The statistics point to the white population being barely above the point where births (1,025) exceed deaths (1,000). In contrast, all other ethnic groups showed a birth/death ratio of 3,940/1,000. According to data from the Pew Hispanic Center, Hispanic women give birth to 2.4 babies on average, compared with 1.8 babies for non-Hispanic whites. Moreover, minority women are younger on average, so more of them are in childbearing years.
For the economy, this rapidly growing non-white population gives America a significant workforce advantage over other developed countries. Both Japan and parts of Europe are experiencing shrinking populations as deaths outnumber births. The economies of these countries will be struggling with falling populations, and aging populations. Even China has a demographic challenge as a result of its one-child population control program, which dictates that the country's population will peak in 2015. These trends highlight the importance of the second article that dealt with the missing jobs in today's economy.
David Wessel, who writes the "Capital" column in The Wall Street Journal, authored an article questioning where all the workers have gone. As he pointed out, the number of people in the U.S. who are 16 years old or older and not in the military has grown by 5.4 million over the past two years. During the same time, the number of people working or looking for work hasn't grown at all. He questioned whether this was because the baby-boomers have started to retire, or have a lot of people dropped out of the workforce temporarily and will come back when the economy improves, or are these drop-outs never to return.
Mr. Wessel did a brief review of the history of workforce participation of men and women and how that has changed over time. Male participation has slowly declined since 1948 while the women's rate has increased. The female participation rate rose until it hit 60% in the early 1990s and then plateaued until the recession and the disappointing recovery. The analysis looks at the labor force participation rate of various population categories. Equally interesting is the graph in Exhibit 7 showing the decline in the overall labor force participation rate compared to an estimate of what it would have been had demographic trends remained stable.
The last part of the article dealt with the issue of what happens with the missing workers if they return to work as the economy improves. What Mr. Wessel worries about is whether the falling participation rate "signals a more worrisome dynamic: More jobless and disheartened workers turning to disability benefits or reluctant retirement, or otherwise leaving the workforce for good." Mr. Wessel believes this would be not only a waste of human potential, but also that it diminishes the maximum rate at which the U.S. economy can grow.

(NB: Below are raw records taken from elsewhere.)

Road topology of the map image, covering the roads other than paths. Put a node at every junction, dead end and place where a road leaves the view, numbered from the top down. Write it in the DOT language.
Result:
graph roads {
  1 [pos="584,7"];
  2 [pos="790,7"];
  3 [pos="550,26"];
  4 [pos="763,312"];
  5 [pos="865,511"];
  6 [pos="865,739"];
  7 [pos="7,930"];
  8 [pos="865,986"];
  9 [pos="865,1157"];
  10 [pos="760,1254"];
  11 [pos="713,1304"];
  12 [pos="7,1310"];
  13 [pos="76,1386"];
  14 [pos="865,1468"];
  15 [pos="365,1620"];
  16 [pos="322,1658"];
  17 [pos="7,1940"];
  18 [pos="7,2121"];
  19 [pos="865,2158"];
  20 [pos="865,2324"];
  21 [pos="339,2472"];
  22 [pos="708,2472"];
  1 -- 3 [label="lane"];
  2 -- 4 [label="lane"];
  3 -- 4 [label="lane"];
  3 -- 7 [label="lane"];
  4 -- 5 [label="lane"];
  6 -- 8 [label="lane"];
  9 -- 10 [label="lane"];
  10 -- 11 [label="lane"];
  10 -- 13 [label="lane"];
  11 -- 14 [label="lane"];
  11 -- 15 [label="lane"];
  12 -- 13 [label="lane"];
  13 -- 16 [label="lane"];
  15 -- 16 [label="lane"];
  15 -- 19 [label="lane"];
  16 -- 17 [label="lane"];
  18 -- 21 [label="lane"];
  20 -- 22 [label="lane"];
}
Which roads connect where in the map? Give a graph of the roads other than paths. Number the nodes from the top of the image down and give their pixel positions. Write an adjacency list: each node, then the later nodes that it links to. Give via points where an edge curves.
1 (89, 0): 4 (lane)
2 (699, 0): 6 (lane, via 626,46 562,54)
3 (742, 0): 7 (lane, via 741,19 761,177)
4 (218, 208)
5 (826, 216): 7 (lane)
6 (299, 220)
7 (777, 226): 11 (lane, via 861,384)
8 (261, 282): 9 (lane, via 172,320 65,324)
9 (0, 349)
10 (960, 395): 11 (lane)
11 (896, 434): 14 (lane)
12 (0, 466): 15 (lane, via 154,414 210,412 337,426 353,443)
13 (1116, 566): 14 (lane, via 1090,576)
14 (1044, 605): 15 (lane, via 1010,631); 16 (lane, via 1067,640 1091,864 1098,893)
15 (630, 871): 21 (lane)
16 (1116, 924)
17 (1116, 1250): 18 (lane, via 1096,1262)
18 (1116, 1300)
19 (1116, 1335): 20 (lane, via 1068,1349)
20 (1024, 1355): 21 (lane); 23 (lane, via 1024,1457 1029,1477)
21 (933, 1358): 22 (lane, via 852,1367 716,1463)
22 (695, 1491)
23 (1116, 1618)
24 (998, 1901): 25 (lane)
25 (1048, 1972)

The downside to this scenario is that there is an increase in the number of Americans who will need the support of a smaller workforce and it makes the budget deficit greater because there are fewer workers to pay taxes. The number of 'discouraged workers' is probably understated because the government survey only counts those who say they want to work and have looked for a job in the past 12 months. As long-term unemployed workers lose their benefits, they disappear from the workforce. Will they return, or are we destined to have a large population of never-again employed with the associated economic and social costs?
The demographic changes underway in America will have an impact on the pace of economic activity and the amount of energy needed. A slower growing economy, with more people living in urban areas, means a reduced rate of future energy consumption. Will that be our future, or are we destined for another scenario?
G. Allen Brooks is Managing Director of Houston-based investment banking firm Parks Paton Hoepfl & Brown. This article originally appeared in the May 22, 2012, issue of PPHB's newsletter "Musings from the Oil Patch."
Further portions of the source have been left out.